L’ipotesi del gasdotto turco-israeliano
In quest’ottica il presidente turco Recep Tayyip Erdogan ha espresso interesse nella collaborazione energetica con Israele e nell’accesso al gas di Leviathan. Ankara e Tel Aviv lavorano a un gasdotto da 500 km in grado di portare in Turchia il gas israeliano. Si tratterebbe di una svolta perché diminuirebbe i timori di Ankara di essere tagliata fuori da EastMed e la farebbe partecipare da partner a manovre che vedono coinvolte nazioni percepite come ostili come Grecia e Cipro. E l’Italia può mobilitare il suo know-how infrastrutturale e tecnico per completare l’opera in tempi brevi.

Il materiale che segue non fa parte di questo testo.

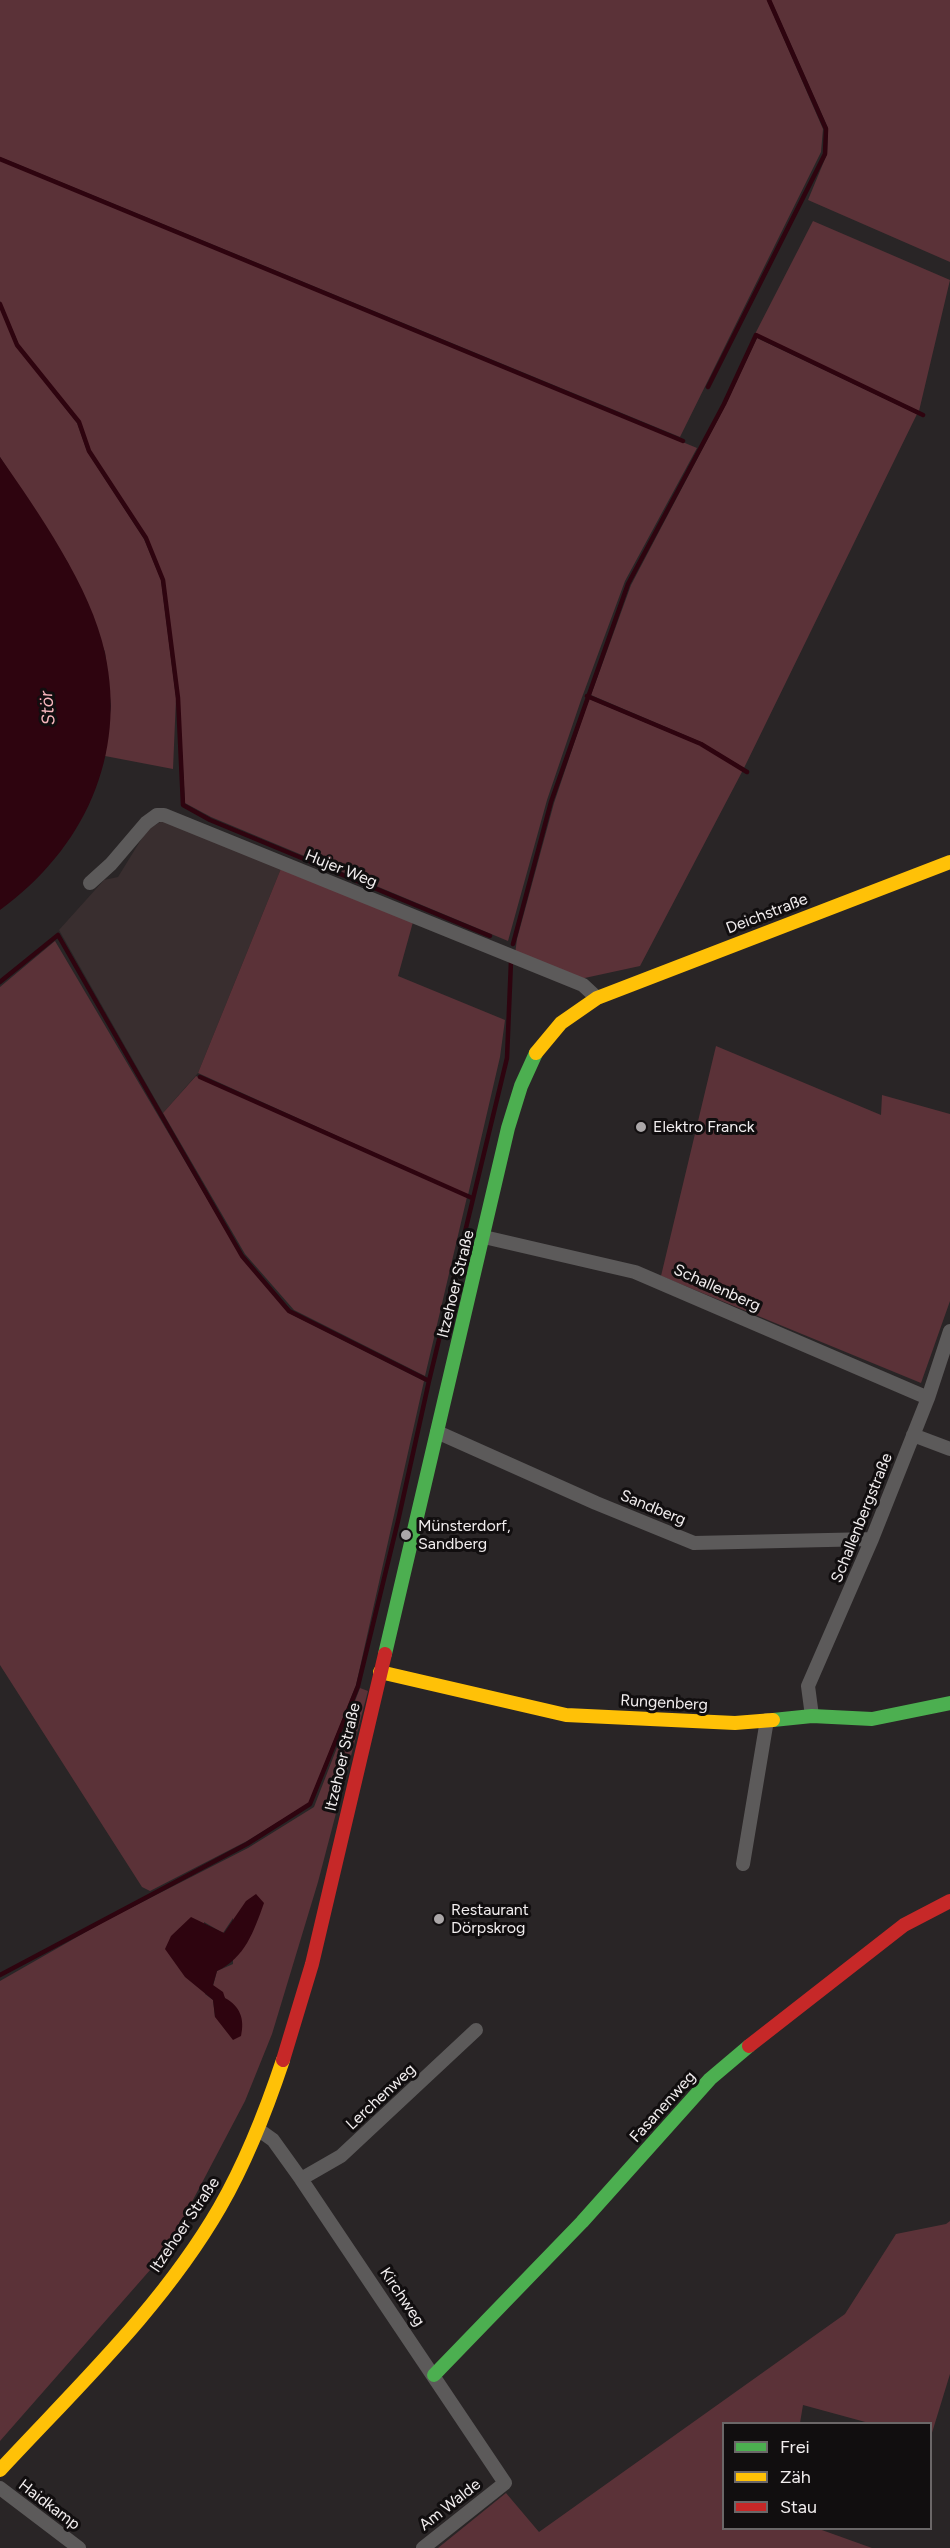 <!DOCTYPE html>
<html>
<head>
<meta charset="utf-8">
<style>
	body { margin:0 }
	#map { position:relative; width:950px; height:2548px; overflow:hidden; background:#292526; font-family:Figtree,sans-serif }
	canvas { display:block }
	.legend { position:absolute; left:722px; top:2422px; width:210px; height:108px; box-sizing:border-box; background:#110e0f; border:2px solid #6b6768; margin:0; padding:8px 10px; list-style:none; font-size:18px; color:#f1edee }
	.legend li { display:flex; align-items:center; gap:12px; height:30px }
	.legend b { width:30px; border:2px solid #6b6768 }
</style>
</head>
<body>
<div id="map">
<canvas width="950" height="2548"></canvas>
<ul class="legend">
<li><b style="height:8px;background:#4caf50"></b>Frei</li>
<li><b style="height:8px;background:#ffc107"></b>Zäh</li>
<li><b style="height:8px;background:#c62828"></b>Stau</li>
</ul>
</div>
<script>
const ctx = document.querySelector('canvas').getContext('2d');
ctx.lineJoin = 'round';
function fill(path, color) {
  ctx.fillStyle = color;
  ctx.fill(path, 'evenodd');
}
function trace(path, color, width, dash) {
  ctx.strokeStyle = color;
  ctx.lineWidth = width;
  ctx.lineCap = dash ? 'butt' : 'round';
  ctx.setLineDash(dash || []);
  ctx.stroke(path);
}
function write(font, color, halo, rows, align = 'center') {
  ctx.font = font + ' Figtree,sans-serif';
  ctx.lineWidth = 6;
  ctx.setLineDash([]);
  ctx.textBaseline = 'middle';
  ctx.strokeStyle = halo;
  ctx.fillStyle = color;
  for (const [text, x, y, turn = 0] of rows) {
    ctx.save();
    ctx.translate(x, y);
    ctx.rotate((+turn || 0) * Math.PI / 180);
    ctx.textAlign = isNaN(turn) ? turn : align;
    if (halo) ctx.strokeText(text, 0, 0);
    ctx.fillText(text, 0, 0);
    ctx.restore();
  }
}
const built = new Path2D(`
	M162,821l120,45 -84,207 -35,40 -104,-183 45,-50 14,-3 29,-47z`);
const green = new Path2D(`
	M0,0h767l56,129 -2,23 -141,285 -680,-280z
	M771,0h179v262l-142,-62 19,-46 1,-26z
	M0,160l697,288 -72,133 -44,119 -34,100 -39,141 -297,-124 -26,-14 -6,-104 -15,-119 -17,-41 -57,-88 -10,-29 -61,-77 -19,-44z
	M813,221l137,59 -31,131 -164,-77z
	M0,308l16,37 61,78 10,28 57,88 17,41 15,118 -3,71 -68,-13 6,-50 -6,-54 -37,-89 -68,-106z
	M757,338l160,76 -173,354 -43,-26 -110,-47 40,-110 94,-179z
	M589,699l111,46 43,25 -103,196 -60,13 -65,-25 2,-15 37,-136z
	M282,866l131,56 -15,54 107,44 -5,37 -32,138 -270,-122z
	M55,941l186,315 48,57 135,68 -68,304 -47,118 -62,38 -97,50 -8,-4 -142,-222v-678z
	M716,1046l165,69 1,-20 68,19v187l-29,82 -260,-107z
	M196,1076l271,121 -42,179 -131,-66 -49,-56 -82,-141z
	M360,1688l8,3 -50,191 -46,152 -27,67 -80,152 -165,188v-460l105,-60 143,-73 66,-41zM233,1918v46l-16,7 -4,15 12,12 -10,19 -2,-17 -8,-6 -1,-72 19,11z
	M950,2221v153l-19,62 -1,-12 -61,-1 -66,-18 -3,18 -76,1v104l95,1 53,19h-434l68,-55 33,39 306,-218 51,-80 50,-10z`);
const water = new Path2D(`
	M0,457c38,55 91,130 105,196 22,103 -21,196 -105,257z
	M256,1894l8,9c-10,28 -19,55 -47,68l-4,14 10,7 2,6c15,8 20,21 16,38l-8,4 -18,-23 -2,-17 -28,-23 -20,-28 6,-13 20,-19 33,16 22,-32z`);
const stream = new Path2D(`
	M0,159l683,282
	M0,304l17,41 62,77 10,29 57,87 17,42 15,118 5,107 27,15 280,116
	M708,387l117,-233 1,-25 -57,-129
	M587,696l114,48 46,28
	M513,944l38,-142 77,-218 96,-180 32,-69 167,80
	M0,982l58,-47 184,321 47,55 140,70
	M200,1077l272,121
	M0,1975l247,-131 63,-40 48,-118 40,-165 31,-140 78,-323 4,-97`);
const street = new Path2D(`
	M90,883l21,-19 35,-41 11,-8h7l419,170 14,13
	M484,1237l151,35 293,126
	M437,1432l159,71 98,40 178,-4
	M913,1435l37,14
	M812,1716l-4,-30 64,-147 56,-141 22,-67
	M743,1864l24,-144
	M259,2130l14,10 28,39 204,304 -82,65
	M301,2179l40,-23 135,-126
	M0,2488l79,60`);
const fast = new Path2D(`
	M385,1654l123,-526 13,-42 15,-33
	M773,1720l39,-4 60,3 78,-16
	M434,2375l148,-153 128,-143 39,-33`);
const slow = new Path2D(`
	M536,1053l25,-30 36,-25 353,-136
	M380,1672l186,43 169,8 38,-3
	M0,2470c77,-83 163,-164 220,-263 27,-47 46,-96 63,-147`);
const jam = new Path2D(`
	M749,2046l155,-121 46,-24
	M283,2060l29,-96 73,-310`);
const markers = [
	[641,1127,6,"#aba7a8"],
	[406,1535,6,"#aba7a8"],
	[439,1919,6,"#aba7a8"]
];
const streetNames = [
	["Hujer Weg",341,869,22],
	["Deichstraße",767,914,-21],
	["Itzehoer Straße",456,1284,-76],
	["Schallenberg",717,1288,24],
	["Sandberg",653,1508,22],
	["Schallenbergstraße",862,1518,-68],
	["Rungenberg",664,1703,3],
	["Itzehoer Straße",343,1757,-77],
	["Lerchenweg",381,2097,-43],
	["Fasanenweg",663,2107,-48],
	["Itzehoer Straße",185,2225,-56],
	["Kirchweg",402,2297,56],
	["Haidkamp",49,2505,37],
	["Am Walde",450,2505,-38]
];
const poiNames = [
	["Elektro Franck",653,1127],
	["Münsterdorf,",418,1526],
	["Sandberg",418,1544],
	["Restaurant",451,1910],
	["Dörpskrog",451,1928]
];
const waterNames = [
	["Stör",48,708,-95]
];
fill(built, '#392e2f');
fill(green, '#5b3238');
fill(water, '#2e040f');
trace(stream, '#2e040f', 4.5);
trace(street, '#5c5a5a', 14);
trace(fast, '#4caf50', 14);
trace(slow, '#ffc107', 14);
trace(jam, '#c62828', 14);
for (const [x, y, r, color] of markers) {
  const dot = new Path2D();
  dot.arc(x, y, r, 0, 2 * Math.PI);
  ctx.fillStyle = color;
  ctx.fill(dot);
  trace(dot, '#110e0f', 2);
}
write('16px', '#f1edee', '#110e0f', streetNames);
write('16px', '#f1edee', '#110e0f', poiNames, 'left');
write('italic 18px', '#f6b6bd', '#110e0f', waterNames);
</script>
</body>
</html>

Nei prossimi anni l’Italia si gioca una fetta importante della sua indipendenza energetica nel Mediterraneo. Consolidati i rapporti con l’Algeria, sempre più attenzionati gli altri Paesi africani e reso decisivo il Tap, a Est si muove un fronte ancora più interessante: quello del legame tra Roma e Israele in nome di un rinnovato e rinvigorito asse energetico che negli anni a venire può fissare una strada per l’ottenimento di un’indipendenza energetica dalla Russia capace anche di valorizzare le imprese e le eccellenze italiane senza strappi traumatici con Mosca. Tutto questo mentre su altri fronti, come quello del petrolio, il ritorno di Eni in Paesi come il Venezuela dimostra come l’originalità di pensiero e la visione strategica siano decisive per il sistema-Paese. Questo perché la tempesta d’Ucraina non offre solo rischi, ma anche opportunità di indipendenza e autonomia per l’Italia. Dinamiche che sarebbe un errore lasciar sviluppare senza che Roma giochi la sua parte: e di queste dinamiche quella in via di sviluppo con Tel Aviv è la più interessante e promettente.